Creedence Clearwater Revival released a version on their debut album in 1968. The band's only Top 40 hit not written by John Fogerty, it peaked at number 11 for one week in November 1968. This song was their first big hit. The album version clocks in at 8:37. The single is split into parts one and two on its A and B sides, respectively. The jam session during the coda is omitted in part one. Instead, it fades out with the guitar solo right before the coda, which fades in with part two on the B-side. Fogerty plays the main riff from "Smokestack Lightning" after the second verse.

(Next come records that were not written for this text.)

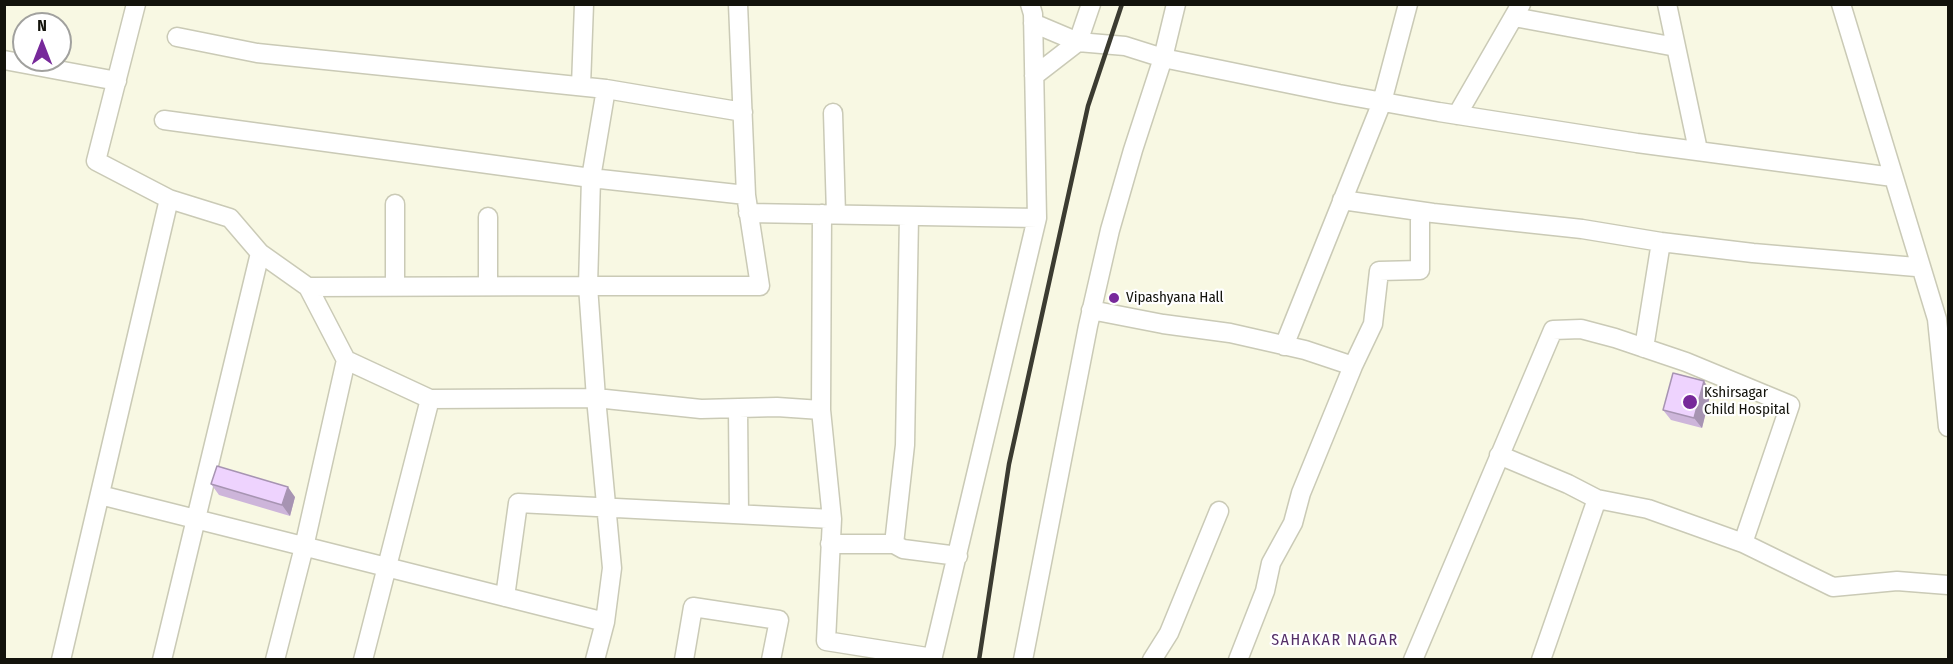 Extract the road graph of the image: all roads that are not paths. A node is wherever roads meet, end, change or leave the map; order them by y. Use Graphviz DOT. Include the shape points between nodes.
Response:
graph roads {
  1 [pos="136,4"];
  2 [pos="584,4"];
  3 [pos="738,4"];
  4 [pos="1030,4"];
  5 [pos="1091,4"];
  6 [pos="1176,4"];
  7 [pos="1408,4"];
  8 [pos="1667,4"];
  9 [pos="1841,4"];
  10 [pos="1517,11"];
  11 [pos="1034,23"];
  12 [pos="177,37"];
  13 [pos="1078,42"];
  14 [pos="1676,47"];
  15 [pos="1163,58"];
  16 [pos="4,60"];
  17 [pos="1034,76"];
  18 [pos="117,81"];
  19 [pos="581,86"];
  20 [pos="606,89"];
  21 [pos="1382,102"];
  22 [pos="743,112"];
  23 [pos="833,113"];
  24 [pos="1457,115"];
  25 [pos="164,120"];
  26 [pos="1698,150"];
  27 [pos="1893,177"];
  28 [pos="591,178"];
  29 [pos="169,199"];
  30 [pos="1342,200"];
  31 [pos="395,204"];
  32 [pos="747,204"];
  33 [pos="1420,212"];
  34 [pos="829,214"];
  35 [pos="909,216"];
  36 [pos="488,217"];
  37 [pos="1037,218"];
  38 [pos="1661,242"];
  39 [pos="260,253"];
  40 [pos="1920,266"];
  41 [pos="395,286"];
  42 [pos="488,286"];
  43 [pos="588,286"];
  44 [pos="308,287"];
  45 [pos="1091,310"];
  46 [pos="1284,345"];
  47 [pos="1644,348"];
  48 [pos="346,360"];
  49 [pos="1353,366"];
  50 [pos="596,398"];
  51 [pos="430,399"];
  52 [pos="738,409"];
  53 [pos="821,410"];
  54 [pos="1948,427"];
  55 [pos="1499,455"];
  56 [pos="100,495"];
  57 [pos="1597,499"];
  58 [pos="607,507"];
  59 [pos="1219,511"];
  60 [pos="739,514"];
  61 [pos="832,519"];
  62 [pos="197,520"];
  63 [pos="1743,543"];
  64 [pos="830,544"];
  65 [pos="894,544"];
  66 [pos="304,547"];
  67 [pos="958,556"];
  68 [pos="387,568"];
  69 [pos="1948,585"];
  70 [pos="505,597"];
  71 [pos="604,622"];
  72 [pos="852,653"];
  73 [pos="933,659"];
  74 [pos="61,660"];
  75 [pos="162,660"];
  76 [pos="274,660"];
  77 [pos="363,660"];
  78 [pos="595,660"];
  79 [pos="684,660"];
  80 [pos="771,660"];
  81 [pos="1023,660"];
  82 [pos="1152,660"];
  83 [pos="1238,660"];
  84 [pos="1413,660"];
  85 [pos="1541,660"];
  1 -- 18 [label="street"];
  2 -- 19 [label="street"];
  3 -- 22 [label="street"];
  4 -- 11 [label="street"];
  5 -- 13 [label="street"];
  6 -- 15 [label="street"];
  7 -- 21 [label="street"];
  8 -- 14 [label="street"];
  9 -- 27 [label="street"];
  10 -- 14 [label="street"];
  10 -- 24 [label="street"];
  11 -- 13 [label="street"];
  11 -- 17 [label="street"];
  12 -- 19 [label="street" via="257,53"];
  13 -- 15 [label="street" via="1125,46"];
  13 -- 17 [label="street"];
  14 -- 26 [label="street"];
  15 -- 21 [label="street"];
  15 -- 45 [label="street" via="1110,230"];
  16 -- 18 [label="street"];
  17 -- 37 [label="street"];
  18 -- 29 [label="street" via="96,161"];
  19 -- 20 [label="street"];
  20 -- 22 [label="street"];
  20 -- 28 [label="street"];
  21 -- 24 [label="street"];
  21 -- 30 [label="street"];
  22 -- 32 [label="street"];
  23 -- 34 [label="street"];
  24 -- 26 [label="street"];
  25 -- 28 [label="street"];
  26 -- 27 [label="street"];
  27 -- 40 [label="street"];
  28 -- 32 [label="street"];
  28 -- 43 [label="street"];
  29 -- 39 [label="street" via="230,218"];
  29 -- 56 [label="street"];
  30 -- 33 [label="street"];
  30 -- 46 [label="street"];
  31 -- 41 [label="street"];
  32 -- 34 [label="street"];
  32 -- 43 [label="street" via="760,286"];
  33 -- 38 [label="street" via="1582,229"];
  33 -- 49 [label="street" via="1420,270 1379,271 1373,324"];
  34 -- 35 [label="street"];
  34 -- 53 [label="street"];
  35 -- 37 [label="street"];
  35 -- 65 [label="street" via="905,445"];
  36 -- 42 [label="street"];
  37 -- 67 [label="street"];
  38 -- 40 [label="street"];
  38 -- 47 [label="street"];
  39 -- 44 [label="street"];
  39 -- 62 [label="street"];
  40 -- 54 [label="street" via="1937,319"];
  41 -- 42 [label="street"];
  41 -- 44 [label="street"];
  42 -- 43 [label="street"];
  43 -- 50 [label="street"];
  44 -- 48 [label="street"];
  45 -- 46 [label="street"];
  45 -- 81 [label="street"];
  46 -- 49 [label="street"];
  47 -- 55 [label="street" via="1581,329 1554,330"];
  47 -- 63 [label="street" via="1790,405"];
  48 -- 51 [label="street"];
  48 -- 66 [label="street"];
  49 -- 83 [label="street" via="1301,493 1293,523 1271,563 1265,591"];
  50 -- 51 [label="street"];
  50 -- 52 [label="street"];
  50 -- 58 [label="street"];
  51 -- 68 [label="street"];
  52 -- 53 [label="street"];
  52 -- 60 [label="street"];
  53 -- 61 [label="street"];
  55 -- 57 [label="street"];
  55 -- 84 [label="street"];
  56 -- 62 [label="street"];
  56 -- 74 [label="street"];
  57 -- 63 [label="street" via="1648,509"];
  57 -- 85 [label="street"];
  58 -- 60 [label="street"];
  58 -- 70 [label="street" via="518,503"];
  58 -- 71 [label="street" via="612,567"];
  59 -- 82 [label="street" via="1169,633"];
  60 -- 61 [label="street"];
  61 -- 64 [label="street"];
  62 -- 66 [label="street"];
  62 -- 75 [label="street"];
  63 -- 69 [label="street" via="1833,586 1897,581"];
  64 -- 65 [label="street"];
  64 -- 72 [label="street" via="826,641"];
  65 -- 67 [label="street" via="903,549"];
  66 -- 68 [label="street"];
  66 -- 76 [label="street"];
  67 -- 73 [label="street"];
  68 -- 70 [label="street"];
  68 -- 77 [label="street"];
  70 -- 71 [label="street"];
  71 -- 78 [label="street"];
  72 -- 73 [label="street"];
  79 -- 80 [label="street" via="693,607 779,620"];
}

Fogerty told Rolling Stone in 1993 that the extended length of "Suzie Q" was to get the song played on KMPX, a progressive rock radio station in San Francisco. The cover was first certified Gold by the RIAA on December 13, 1990, for half a million copies shipped, and Platinum on May 10, 2019, for a million copies in sales and streams.

===Charts===

| Chart (1968) | Peak position |
|---|---|
| Canada Top Singles (RPM) | 10 |
| Belgium (Ultratop 50 Wallonia) | 27 |
| US Billboard Hot 100 | 11 |

===Certifications===

| Region | Certification | Certified units/sales |
| New Zealand (RMNZ) | Gold | 15,000^{‡} |
| United States (RIAA) | Platinum | 1,000,000^{‡} |
^{‡} Sales+streaming figures based on certification alone.

==Other versions==
- Ronnie Hawkins, Dale's cousin, released a version of the song in the early 1960s with the Hawks, later known as The Band, backing him. King Curtis also played tenor saxophone on the record.
- There is a short cover of "Susie Q" by The Rolling Stones on their US album 12 x 5, which was released in 1964. It also appears on the UK album The Rolling Stones No. 2 released in January 1965.
- The Trashmen played a live cover of "Susie Q" in 1965 released on the album, Teen Trot: Live At Ellsworth, WI - August 22, 1965. Their vocalist mistakenly attributed the song to The Rolling Stones during stage banter after playing the song.
- Johnny Rivers featured a four-minute version of "Suzie Q" on his live 1965 album, Meanwhile Back at the Whisky à Go Go.
- Bobby Vee included a version of "Susie Q" on his 1961 Liberty album, Bobby Vee with Strings and Things.
- In 1970, Puerto Rican musician José Feliciano released his version of "Susie Q" as a single which reached number 84 on the Billboard Hot 100. His version was rearranged and features several different lyrics.
- The Everly Brothers recorded a medley of "Susie Q" and The Beatles' "Hey Jude" for their 1970 live album, The Everly Brothers Show.
- In 1988, American singer Bobby McFerrin published an all vocal-version of "Susie Q" on his breakthrough album Simple Pleasures. He re-composed all instrumental parts into backing vocals, all sung by himself, and also sang the main part.
- American singer-songwriter Suzi Quatro released two different versions of the song on the albums Oh, Suzi Q. and Unreleased Emotion.
- Blues band Stack Waddy recorded the song in their record, Stack Waddy, released by Dandelion Records, the record company of John Peel.
- The American blues-rock group The Chuck Fenech Band covered the song on their 2011 release Tax Free EP.